I like to think of every phase much like that newborn phase. The one where they were up half the night, I lost all sanity, longed for three straight hours of sleep and then one day, all of a sudden, my baby smiles at me and all those sleepless nights become worth it in an instant (or maybe it took a FEW smiles). Like how all those months of pure torture on my body and/or mind and heart became totally worth it in the first moment I laid eyes on my precious new bundle of joy! That's when I look back and say, yes, I will miss this. Or the moment my babies all of a sudden bonds with their siblings and the craziness of juggling too many kids becomes worth it as their friendships begin to grow.

There are plenty of frustrating moments during the day. Those moments when I am struggling to keep it together, or wonder how other moms with more kids than me seem to do this 'mom thing' better than me. I need to always remember how only I see this aspect of my life. Only I see my children the way they are when only I am around. Only I have what it takes to make it all better for them, and only I can control the thoughts in my mind and the words out of my mouth. This is just a phase. A phase that will end just like any other. When that day comes, no one knows, but one thing is for certain, it WILL come.

So what should we tell ourselves so we can start enjoying this part of our lives? How can we get through our first few years as a mom without feeling like the women we've been our whole lives isn't lost forever? This is the new you. This is the new ME. The better me, the smarter me. The old me, she's in there somewhere, but she's more now, she's a mom. No matter how busy I try and make myself to get through the hardest things about being a mom to young children, the fact remains,  I AM A MOM!  And if we have trouble loving it, it's time to take a deep look at WHY. Then work hard on the things we DO love about it! Instead of wasting time and energy trying to change the things we can't... or controlling things that aren't meant to be controlled.

If you already love being a mom, share your feelings on motherhood to other young moms. We look to each other for strength!

So if I could talk to my younger self I would say:  Embrace the NEW YOU, make it OK to look back upon the old you as one part of yourself.  You will change again.  I promise. And when that day comes, you will look back at this season of your life as the moment that taught you what matters most.  It's not about the books that tell us to let our kids cry it out, or the parenting books that teach us how to deal with our child's endless tantrums... it is about YOU.  If you want to get it right, accept that the only way to do that is to get it WRONG so that you can LEARN how to get it RIGHT!  You follow me?

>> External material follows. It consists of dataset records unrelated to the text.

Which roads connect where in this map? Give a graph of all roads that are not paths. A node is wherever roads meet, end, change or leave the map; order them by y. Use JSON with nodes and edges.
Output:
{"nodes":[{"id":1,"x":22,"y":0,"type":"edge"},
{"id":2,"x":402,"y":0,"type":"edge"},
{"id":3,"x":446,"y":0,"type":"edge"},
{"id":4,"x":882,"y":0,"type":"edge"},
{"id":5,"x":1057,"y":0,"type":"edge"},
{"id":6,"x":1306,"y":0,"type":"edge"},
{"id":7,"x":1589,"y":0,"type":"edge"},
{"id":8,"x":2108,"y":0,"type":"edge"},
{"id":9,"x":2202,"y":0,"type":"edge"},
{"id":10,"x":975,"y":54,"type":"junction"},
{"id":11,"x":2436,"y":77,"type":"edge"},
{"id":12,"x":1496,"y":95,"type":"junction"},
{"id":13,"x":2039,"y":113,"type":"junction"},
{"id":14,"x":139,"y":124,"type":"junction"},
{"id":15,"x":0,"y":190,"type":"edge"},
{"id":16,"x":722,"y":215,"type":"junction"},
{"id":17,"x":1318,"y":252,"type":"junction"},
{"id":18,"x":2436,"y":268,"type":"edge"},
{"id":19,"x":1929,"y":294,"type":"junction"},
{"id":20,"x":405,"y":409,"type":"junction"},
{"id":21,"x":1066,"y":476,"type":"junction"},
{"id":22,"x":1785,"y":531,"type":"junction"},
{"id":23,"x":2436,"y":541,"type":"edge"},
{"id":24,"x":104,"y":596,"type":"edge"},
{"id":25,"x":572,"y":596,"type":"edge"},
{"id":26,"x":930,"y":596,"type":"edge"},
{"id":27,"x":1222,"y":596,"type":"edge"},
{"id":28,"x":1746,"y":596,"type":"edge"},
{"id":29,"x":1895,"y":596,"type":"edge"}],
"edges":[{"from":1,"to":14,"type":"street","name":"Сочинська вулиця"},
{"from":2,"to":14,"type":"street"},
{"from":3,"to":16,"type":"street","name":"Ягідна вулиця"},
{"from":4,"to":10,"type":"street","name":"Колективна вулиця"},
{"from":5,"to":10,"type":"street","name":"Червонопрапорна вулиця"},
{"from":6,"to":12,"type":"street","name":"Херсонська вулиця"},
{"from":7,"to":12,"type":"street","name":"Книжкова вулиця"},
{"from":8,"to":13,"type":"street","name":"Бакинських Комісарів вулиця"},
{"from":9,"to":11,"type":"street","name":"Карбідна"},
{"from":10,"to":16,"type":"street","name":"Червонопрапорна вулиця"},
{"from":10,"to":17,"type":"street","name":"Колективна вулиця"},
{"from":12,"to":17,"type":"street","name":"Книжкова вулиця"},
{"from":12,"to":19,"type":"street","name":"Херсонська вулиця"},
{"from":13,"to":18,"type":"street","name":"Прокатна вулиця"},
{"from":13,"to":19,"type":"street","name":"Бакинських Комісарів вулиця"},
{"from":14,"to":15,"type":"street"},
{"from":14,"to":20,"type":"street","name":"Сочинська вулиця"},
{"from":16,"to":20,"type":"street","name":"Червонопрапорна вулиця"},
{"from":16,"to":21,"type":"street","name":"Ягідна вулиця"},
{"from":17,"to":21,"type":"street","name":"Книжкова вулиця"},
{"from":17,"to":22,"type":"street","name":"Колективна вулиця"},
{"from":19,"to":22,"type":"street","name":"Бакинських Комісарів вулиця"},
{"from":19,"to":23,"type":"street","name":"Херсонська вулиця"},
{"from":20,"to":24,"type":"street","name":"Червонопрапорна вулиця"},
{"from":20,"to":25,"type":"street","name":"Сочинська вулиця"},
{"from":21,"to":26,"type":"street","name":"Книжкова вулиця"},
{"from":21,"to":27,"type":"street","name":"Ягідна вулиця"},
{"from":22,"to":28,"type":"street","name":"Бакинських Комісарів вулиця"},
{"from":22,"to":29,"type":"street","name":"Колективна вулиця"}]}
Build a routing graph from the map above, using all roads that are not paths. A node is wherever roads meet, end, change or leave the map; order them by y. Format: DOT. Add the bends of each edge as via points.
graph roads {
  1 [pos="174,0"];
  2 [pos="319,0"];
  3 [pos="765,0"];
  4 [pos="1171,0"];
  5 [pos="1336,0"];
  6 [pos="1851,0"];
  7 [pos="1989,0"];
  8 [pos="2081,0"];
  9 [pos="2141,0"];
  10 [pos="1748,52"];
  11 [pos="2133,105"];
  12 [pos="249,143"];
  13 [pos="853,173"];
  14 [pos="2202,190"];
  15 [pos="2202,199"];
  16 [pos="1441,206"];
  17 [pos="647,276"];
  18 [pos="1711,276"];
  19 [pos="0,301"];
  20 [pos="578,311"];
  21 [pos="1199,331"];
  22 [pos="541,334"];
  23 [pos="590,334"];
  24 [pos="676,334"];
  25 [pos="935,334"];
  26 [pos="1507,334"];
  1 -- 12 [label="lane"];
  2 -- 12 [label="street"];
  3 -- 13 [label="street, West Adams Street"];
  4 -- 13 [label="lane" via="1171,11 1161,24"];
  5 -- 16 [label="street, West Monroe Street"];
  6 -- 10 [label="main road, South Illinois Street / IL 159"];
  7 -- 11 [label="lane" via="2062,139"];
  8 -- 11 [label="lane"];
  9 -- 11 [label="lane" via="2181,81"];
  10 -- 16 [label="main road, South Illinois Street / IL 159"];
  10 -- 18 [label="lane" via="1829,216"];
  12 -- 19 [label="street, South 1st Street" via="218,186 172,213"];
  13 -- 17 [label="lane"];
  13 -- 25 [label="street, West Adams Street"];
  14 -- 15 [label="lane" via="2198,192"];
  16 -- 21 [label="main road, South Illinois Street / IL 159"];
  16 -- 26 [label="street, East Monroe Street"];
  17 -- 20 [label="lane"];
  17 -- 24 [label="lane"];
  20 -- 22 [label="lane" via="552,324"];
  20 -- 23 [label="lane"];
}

So take a long look in the mirror tonight. WHO do you see??  Don't recognize her?? Well then, it is time to get to know her, because she is here to stay, and the only way to move forward from here, is to learn to love her!  Got it!?

So for the next 30 days do yourself a favor, look into your eyes and repeat DAILY "I love and accept myself UNCONDITIONALLY as I am RIGHT NOW."  30 days.  That is all.  And that means 30 days of not just checking your new hip disfiguration or new belly pooch, but looking into your own EYES, and accepting yourself! Your WHOLE self! The NEW YOU!



Wednesday, November 18, 2015

MOM SERIES - Accepting Your Child's Different Needs

Some children you just need to snuggle more. Some need more hand holding, some need more physical affection.  Some will be just fine being sleep trained, being taught the routine, and some will have anxiety over being forced into a routine.  Of course structure is important, but sometimes creativity is required. 

In deciding what approach to take in parenting each individual child, remember that... they are INDIVIDUALS.  If you don’t call attention to the differences, but instead try to parent each child to their own needs, they will not notice as much that another child may be parented differently.  It will be ever so slight, and the only REAL thing a child notices is when their needs are unmet.  

So when you have that one child that breaks the mold, the one you have to lay with until they fall asleep, take those quiet moments as a gift from God. He put that child in your life, in that moment, for a reason. Take the moments to snuggle, meditate, pray, or just sleep!  

If your child is reaching to you for more love and attention, remind yourself, that eventually you will lay with that child for the last time.  And if you are alive for 40 years of that child’s lifetime, is laying with them nearly every night for 2 or 3 years REALLY the end of the world?

Saturday, November 14, 2015

Mark's 10 Minute AMRAP - As Many Reps As Possible



AMRAP - As Many Reps As Possible

The point of this workout is to complete as many rounds as possible within the time limit. In this case, each round will consist of 4 exercises, and they should be completed as many times as possible within 10 minutes.

TIME10 minutes

Exercises:

  1. Pushups x5
  2. Mountain Climbers x5/leg
  3. Knee Hugger Sit-ups x5
  4. Squat Jumps  x5

Start the timer, and complete the exercises. Once you complete all 4 exercises, that is 1 round. Repeat the exercises (in the same order) to complete additional rounds. The point is to complete as many rounds as possible within the time limit - in this case, 10 minutes. 

NOTES

Take breathers, but not breaks. A breather is a short pause to catch your breathe before hitting it again. A break is a long pause in which you stop to take drinks, relax a bit, walk around, etc, etc,. Again, the point is to give it your ALL for 10 minutes, so no breaks. 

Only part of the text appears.